→ **RECORDS FOR PROCESSING**
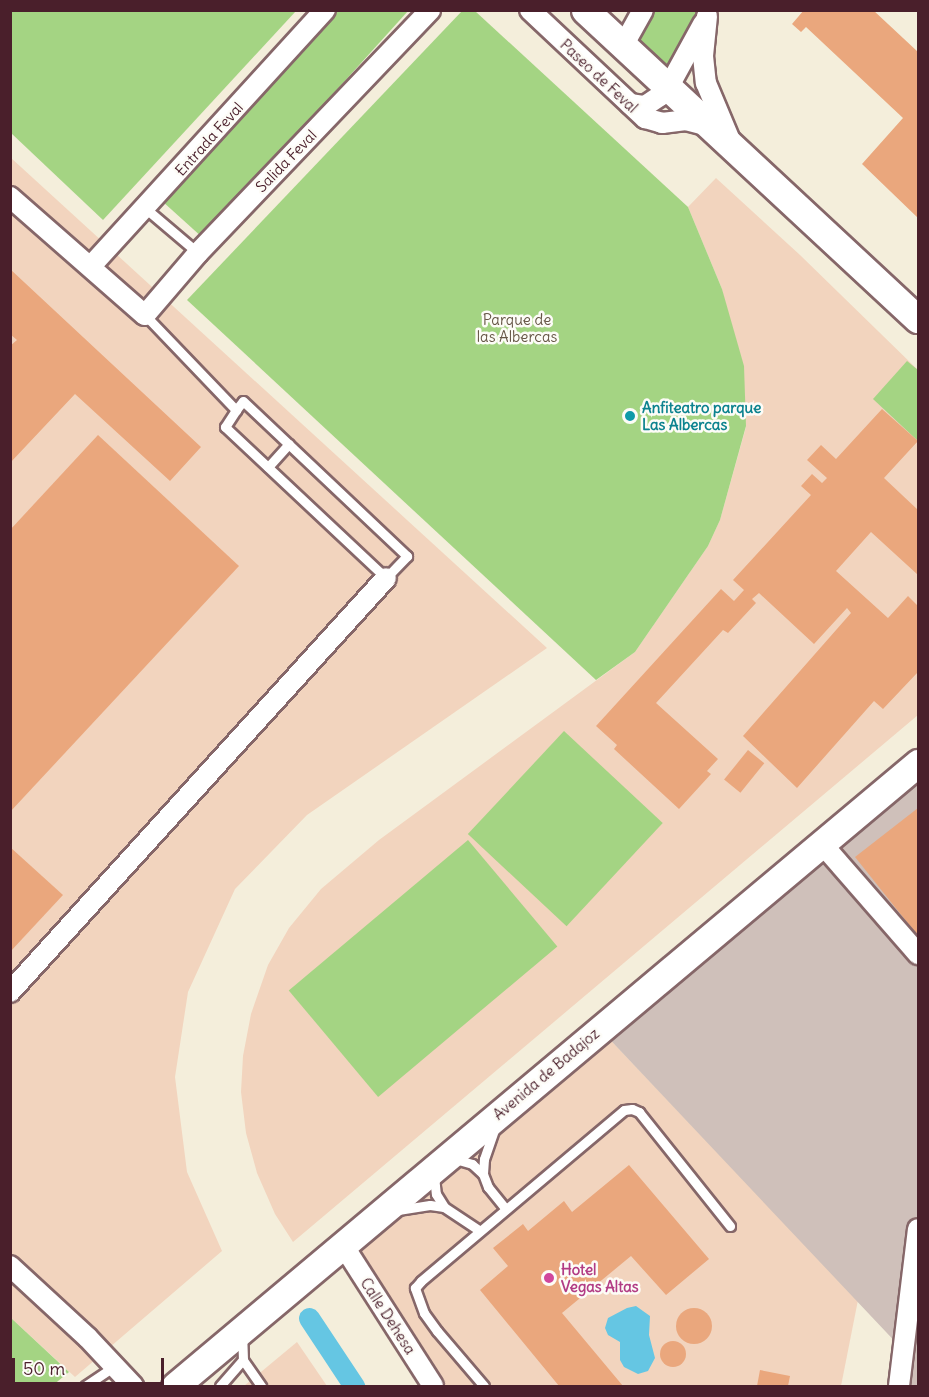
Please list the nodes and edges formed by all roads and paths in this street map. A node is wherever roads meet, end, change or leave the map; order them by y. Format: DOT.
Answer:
graph roads {
  1 [pos="325,10"];
  2 [pos="430,10"];
  3 [pos="530,10"];
  4 [pos="585,10"];
  5 [pos="643,10"];
  6 [pos="709,13"];
  7 [pos="623,46"];
  8 [pos="668,88"];
  9 [pos="630,104"];
  10 [pos="711,127"];
  11 [pos="734,148"];
  12 [pos="10,197"];
  13 [pos="145,208"];
  14 [pos="198,253"];
  15 [pos="91,266"];
  16 [pos="145,315"];
  17 [pos="918,318"];
  18 [pos="236,410"];
  19 [pos="289,444"];
  20 [pos="268,467"];
  21 [pos="386,578"];
  22 [pos="918,763"];
  23 [pos="823,845"];
  24 [pos="918,954"];
  25 [pos="10,992"];
  26 [pos="504,1109"];
  27 [pos="442,1161"];
  28 [pos="483,1174"];
  29 [pos="444,1207"];
  30 [pos="506,1209"];
  31 [pos="381,1213"];
  32 [pos="730,1226"];
  33 [pos="918,1229"];
  34 [pos="480,1231"];
  35 [pos="343,1245"];
  36 [pos="10,1266"];
  37 [pos="242,1331"];
  38 [pos="243,1360"];
  39 [pos="115,1366"];
  40 [pos="85,1386"];
  41 [pos="133,1386"];
  42 [pos="175,1386"];
  43 [pos="220,1386"];
  44 [pos="261,1386"];
  45 [pos="433,1386"];
  46 [pos="484,1386"];
  47 [pos="899,1386"];
  1 -- 13 [label="street, Entrada Feval"];
  2 -- 14 [label="street, Salida Feval"];
  3 -- 9 [label="street, Paseo de Feval"];
  4 -- 7 [label="main road"];
  5 -- 7 [label="street"];
  6 -- 8 [label="street"];
  6 -- 11 [label="street"];
  7 -- 8 [label="main road"];
  8 -- 9 [label="street"];
  8 -- 10 [label="main road"];
  9 -- 10 [label="street, Paseo de Feval"];
  10 -- 11 [label="main road"];
  11 -- 17 [label="main road"];
  12 -- 15 [label="street"];
  13 -- 14 [label="lane"];
  13 -- 15 [label="street, Entrada Feval"];
  14 -- 16 [label="street, Salida Feval"];
  15 -- 16 [label="street"];
  16 -- 18 [label="lane"];
  18 -- 19 [label="lane"];
  18 -- 20 [label="lane"];
  19 -- 20 [label="lane"];
  19 -- 21 [label="lane"];
  20 -- 21 [label="lane"];
  21 -- 25 [label="street"];
  22 -- 23 [label="main road, Avenida de Badajoz"];
  23 -- 24 [label="street"];
  23 -- 26 [label="main road, Avenida de Badajoz"];
  26 -- 27 [label="main road, Avenida de Badajoz"];
  26 -- 28 [label="lane"];
  27 -- 28 [label="lane"];
  27 -- 29 [label="lane"];
  27 -- 31 [label="main road, Avenida de Badajoz"];
  28 -- 30 [label="lane"];
  29 -- 31 [label="lane"];
  29 -- 34 [label="lane"];
  30 -- 32 [label="lane"];
  30 -- 34 [label="lane"];
  31 -- 35 [label="main road, Avenida de Badajoz"];
  33 -- 47 [label="street"];
  34 -- 46 [label="lane"];
  35 -- 37 [label="main road, Avenida de Badajoz"];
  35 -- 45 [label="street, Calle Dehesa"];
  36 -- 39 [label="street"];
  37 -- 38 [label="lane"];
  37 -- 42 [label="main road, Avenida de Badajoz"];
  38 -- 43 [label="lane"];
  38 -- 44 [label="lane"];
  39 -- 40 [label="lane"];
  39 -- 41 [label="street"];
}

→ **ACTIVITY**
The answer must be a single number: how many lines of the entries contain "main".

→ **WORKED SOLUTION**
12